A POPPY exhibition commemorating the 100th anniversary of the end of the First World War has been unveiled in Portsmouth.
The Wave poppy sculpture, the work of artist Paul Cummins and designer Tom Piper, was opened at Royal Armouries Fort Nelson in Portsmouth this morning.
The museum will be hosting the sculpture until June 24 – as part of a national tour for the sculpture.
Visitors to the museum will see the poppies slope up the hill, with the crest of the wave hanging over their heads.
Wave is part of the Blood Swept Lands and Seas of Red installation – the original display at the Tower of London.
Designer Tom Piper said: ‘I was trying to get the metaphor of the poppies coalescing together to become a sea of blood flowing around the tower.
‘One part of that was a wave that for me was a bit like the young men going over the top of the trenches.
‘It’s both a commemoration and evocation of that moment.
‘I really like the fact that people can see it from lots of different angles and get right into the sculpture, as well as round the back of it.’
The project is being run by 14-18 NOW, which is taking the sculpture around the UK.
Jenny Waldman, director of 14-18 NOW says that the sculpture will provide an emotional experience for all visitors.

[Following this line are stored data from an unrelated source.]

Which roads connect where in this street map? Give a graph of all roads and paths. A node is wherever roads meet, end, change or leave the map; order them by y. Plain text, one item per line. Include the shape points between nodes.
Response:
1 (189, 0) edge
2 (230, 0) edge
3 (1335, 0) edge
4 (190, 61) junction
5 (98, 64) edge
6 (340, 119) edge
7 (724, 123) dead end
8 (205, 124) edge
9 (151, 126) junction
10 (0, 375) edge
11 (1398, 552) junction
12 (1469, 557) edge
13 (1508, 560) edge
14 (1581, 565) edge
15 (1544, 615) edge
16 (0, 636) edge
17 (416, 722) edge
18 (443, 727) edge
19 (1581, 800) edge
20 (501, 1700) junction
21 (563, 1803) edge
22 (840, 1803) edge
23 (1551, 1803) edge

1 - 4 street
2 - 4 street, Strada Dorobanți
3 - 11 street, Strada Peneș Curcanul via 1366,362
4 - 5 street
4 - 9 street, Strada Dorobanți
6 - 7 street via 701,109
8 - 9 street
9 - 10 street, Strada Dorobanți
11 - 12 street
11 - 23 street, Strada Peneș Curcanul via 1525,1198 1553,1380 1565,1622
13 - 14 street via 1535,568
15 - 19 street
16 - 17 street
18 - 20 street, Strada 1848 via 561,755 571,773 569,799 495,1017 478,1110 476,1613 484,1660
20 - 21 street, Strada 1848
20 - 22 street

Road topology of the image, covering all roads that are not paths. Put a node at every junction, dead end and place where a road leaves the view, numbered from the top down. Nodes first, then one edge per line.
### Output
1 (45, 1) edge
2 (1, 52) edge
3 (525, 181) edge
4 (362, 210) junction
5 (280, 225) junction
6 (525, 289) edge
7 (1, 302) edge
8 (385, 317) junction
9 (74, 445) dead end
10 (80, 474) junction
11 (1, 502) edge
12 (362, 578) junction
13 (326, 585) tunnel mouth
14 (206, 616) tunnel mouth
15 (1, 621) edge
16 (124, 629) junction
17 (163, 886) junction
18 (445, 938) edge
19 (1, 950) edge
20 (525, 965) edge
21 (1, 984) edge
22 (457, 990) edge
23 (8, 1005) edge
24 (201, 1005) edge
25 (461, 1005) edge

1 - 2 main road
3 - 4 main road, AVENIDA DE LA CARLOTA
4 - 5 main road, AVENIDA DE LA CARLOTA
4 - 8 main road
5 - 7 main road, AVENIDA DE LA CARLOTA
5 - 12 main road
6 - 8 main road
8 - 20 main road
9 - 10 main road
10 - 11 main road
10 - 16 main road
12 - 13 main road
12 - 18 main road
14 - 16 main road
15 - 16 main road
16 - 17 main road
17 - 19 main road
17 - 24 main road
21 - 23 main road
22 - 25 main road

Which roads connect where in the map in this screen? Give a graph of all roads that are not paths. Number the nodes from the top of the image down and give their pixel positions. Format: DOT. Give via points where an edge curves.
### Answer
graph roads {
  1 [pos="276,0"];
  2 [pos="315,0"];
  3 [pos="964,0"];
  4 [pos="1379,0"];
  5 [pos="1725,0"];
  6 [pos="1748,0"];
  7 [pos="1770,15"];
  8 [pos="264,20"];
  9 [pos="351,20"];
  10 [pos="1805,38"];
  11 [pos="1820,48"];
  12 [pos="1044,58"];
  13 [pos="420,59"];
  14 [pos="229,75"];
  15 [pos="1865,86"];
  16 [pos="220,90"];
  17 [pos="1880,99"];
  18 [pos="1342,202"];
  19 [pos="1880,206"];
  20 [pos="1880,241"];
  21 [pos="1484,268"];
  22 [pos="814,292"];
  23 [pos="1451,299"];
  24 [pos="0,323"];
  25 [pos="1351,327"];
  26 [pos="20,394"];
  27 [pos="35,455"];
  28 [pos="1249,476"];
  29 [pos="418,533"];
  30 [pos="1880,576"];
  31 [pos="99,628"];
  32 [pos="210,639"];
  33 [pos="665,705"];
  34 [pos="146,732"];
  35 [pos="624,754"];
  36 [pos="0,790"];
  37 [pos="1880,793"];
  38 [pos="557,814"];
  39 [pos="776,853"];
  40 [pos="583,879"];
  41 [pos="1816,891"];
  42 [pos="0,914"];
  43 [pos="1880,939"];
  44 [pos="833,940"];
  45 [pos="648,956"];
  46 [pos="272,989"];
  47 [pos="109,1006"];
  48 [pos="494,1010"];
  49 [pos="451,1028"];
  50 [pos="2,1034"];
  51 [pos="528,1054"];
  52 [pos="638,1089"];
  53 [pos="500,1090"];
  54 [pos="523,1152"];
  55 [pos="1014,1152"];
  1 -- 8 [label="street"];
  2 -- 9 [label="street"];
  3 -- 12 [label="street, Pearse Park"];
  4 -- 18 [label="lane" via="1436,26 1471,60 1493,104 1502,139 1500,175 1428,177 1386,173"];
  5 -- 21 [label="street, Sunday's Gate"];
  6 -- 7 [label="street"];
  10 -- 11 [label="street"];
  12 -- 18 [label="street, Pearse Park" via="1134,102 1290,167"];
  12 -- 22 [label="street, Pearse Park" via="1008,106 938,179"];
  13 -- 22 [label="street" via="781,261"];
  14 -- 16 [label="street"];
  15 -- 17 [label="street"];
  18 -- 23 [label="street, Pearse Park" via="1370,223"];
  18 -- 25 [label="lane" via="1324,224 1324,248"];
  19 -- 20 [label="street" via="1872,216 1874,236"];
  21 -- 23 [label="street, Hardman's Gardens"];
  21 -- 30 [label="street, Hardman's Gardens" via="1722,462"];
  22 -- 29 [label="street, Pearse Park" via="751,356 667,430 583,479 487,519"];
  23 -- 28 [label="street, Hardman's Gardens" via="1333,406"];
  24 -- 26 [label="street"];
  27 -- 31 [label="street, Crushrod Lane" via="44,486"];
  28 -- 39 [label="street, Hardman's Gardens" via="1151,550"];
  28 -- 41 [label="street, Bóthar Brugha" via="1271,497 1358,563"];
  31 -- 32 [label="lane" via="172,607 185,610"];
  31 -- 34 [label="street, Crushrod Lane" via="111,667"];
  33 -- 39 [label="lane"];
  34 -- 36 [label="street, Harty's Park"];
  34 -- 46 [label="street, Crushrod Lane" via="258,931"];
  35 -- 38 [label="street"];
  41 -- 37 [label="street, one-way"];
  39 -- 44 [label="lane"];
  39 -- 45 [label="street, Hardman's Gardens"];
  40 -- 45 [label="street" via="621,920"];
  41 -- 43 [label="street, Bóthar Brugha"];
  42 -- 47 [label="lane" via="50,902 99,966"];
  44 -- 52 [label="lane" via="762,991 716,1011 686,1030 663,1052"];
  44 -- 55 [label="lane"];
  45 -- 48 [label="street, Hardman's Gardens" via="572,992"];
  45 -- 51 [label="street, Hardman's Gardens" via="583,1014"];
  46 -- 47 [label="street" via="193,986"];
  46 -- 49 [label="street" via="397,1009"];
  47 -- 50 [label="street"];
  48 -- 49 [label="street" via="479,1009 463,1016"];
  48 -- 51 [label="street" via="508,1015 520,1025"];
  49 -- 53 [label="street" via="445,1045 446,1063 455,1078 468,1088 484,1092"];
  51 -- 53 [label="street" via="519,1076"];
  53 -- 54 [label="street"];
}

She said: ‘The sculpture really has that power and magnitude, but you can also see every one of those poppies and think about all of those individual soldiers who lost their lives in the First World War.
‘Bringing them here to Fort Nelson is really evocative because you can almost feel Kitchener’s army – and you can think about those men who gave up everything in the conflict.’
Wave and its sister sculpture Weeping Window contain 11,000 poppies.
Fort Nelson’s operations manager Nigel Hosier said: ‘For me, an exhibition like this brings me a great amount of pride.
‘The fort is a special place and the poppy sculpture is a special piece of art – so I think to have it here at the fort is wonderful.
‘The two go together beautifully and I think it is lovely for the area to have something as important as this, particularly in this final year of centenary celebrations.
‘People can come along and engage with the sculpture in different ways – people will reflect and have different reactions to it.’